– По порядку по порядку! Не лезь гурьбой! – находил в себе силы подтрунивать то нападавший, то защищавшийся шевалье.
– Кто пискнет, голову оторву!…Да дайте же мне шпагу! – недовольно шипел крепыш.
Из выхода с последней террасы лестницы давать кинулись пожалуй все, повернулись для того же и задние, стоявшие перед бароном, немного обескуражив того таким широчайшим выбором.
…Шевалье Франсуа с потрясающим подавляющим души, склонные к тишине звучным криком, словно ножом проехавшимся по нервам, кинулся держась кустов влево и пригвоздив сразу обеими клинками крайнего напал за ним на ничего не ожидавших подавателей шпаг, готовых только к тому. Как разящий и неудержный дьявол кинулся он на застанных врасплох чертей, губя и коля налево и направо, ни одного удара впустую! Свалив еще троих или четверых, отогнав остальных, словно с поджатыми хвостами, бросился бежать в освободившийся выход на узкую площадь, уже меряя плиты ногами и отрываясь от пораженных испугом преследователей, все еще остававшихся там за полукружным выступом аккуратно подстриженных кустов.

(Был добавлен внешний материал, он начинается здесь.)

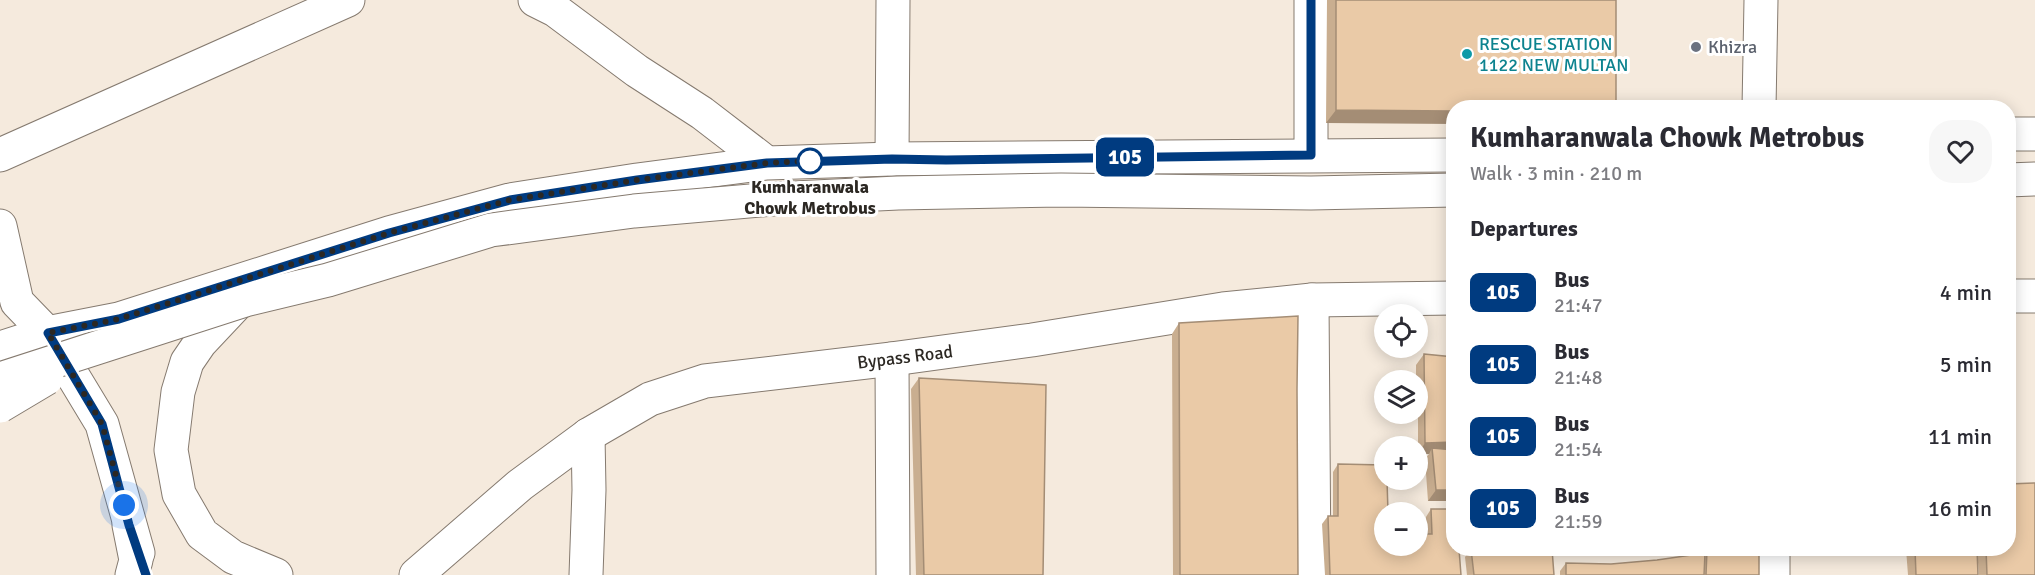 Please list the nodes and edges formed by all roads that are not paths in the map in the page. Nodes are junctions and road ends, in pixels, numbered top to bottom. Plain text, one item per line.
1 (348, 0) edge
2 (893, 0) edge
3 (1311, 0) edge
4 (1761, 0) edge
5 (550, 3) edge
6 (1760, 100) edge
7 (2016, 134) edge
8 (2035, 134) edge
9 (0, 155) edge
10 (1311, 155) junction
11 (1446, 155) edge
12 (892, 159) junction
13 (767, 163) junction
14 (2016, 180) edge
15 (2035, 180) edge
16 (1446, 190) edge
17 (0, 226) edge
18 (265, 273) junction
19 (2016, 296) edge
20 (2035, 296) edge
21 (1446, 298) edge
22 (1312, 300) junction
23 (48, 333) junction
24 (103, 345) junction
25 (0, 348) edge
26 (892, 359) junction
27 (0, 380) edge
28 (0, 406) edge
29 (588, 435) junction
30 (129, 525) junction
31 (1773, 556) edge
32 (132, 575) edge
33 (146, 575) edge
34 (276, 575) edge
35 (416, 575) edge
36 (586, 575) edge
37 (892, 575) edge
38 (1314, 575) edge
39 (1773, 575) edge

1 - 9 main road
2 - 12 main road
3 - 10 main road
4 - 6 main road
5 - 13 main road
7 - 8 main road
10 - 11 main road
10 - 12 main road
12 - 13 main road
13 - 18 main road
14 - 15 main road
16 - 24 main road, bridge
17 - 23 main road
18 - 23 main road
18 - 34 main road
19 - 20 main road
21 - 22 main road, Bypass Road
22 - 26 main road, Bypass Road
22 - 38 main road
23 - 25 main road
23 - 30 main road
24 - 27 main road, bridge
24 - 28 main road, bridge
26 - 29 main road, Bypass Road
26 - 37 main road
29 - 35 main road, Bypass Road
29 - 36 main road
30 - 32 main road
30 - 33 main road
31 - 39 main road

Д’Обюссон заметил краем глаз вылезавшего из дверей центрального входа преследователя со шпагой наголо. Мгновением Франсуа почувствовал себя не по себе от ощущения загнанности и затравленности, и с этого невыразимого отчаянного чувства в нем возник новый заряд силы и духа. Подбегавшего к нему черномундирника он подпустил поближе и выкидом снизу метнул тому в брюхо шпагу, задержав остановившегося и вовсе тем приконченного гвардейца, медленно упавшего навзничь с торчащим из пуза эфеса на лезвии.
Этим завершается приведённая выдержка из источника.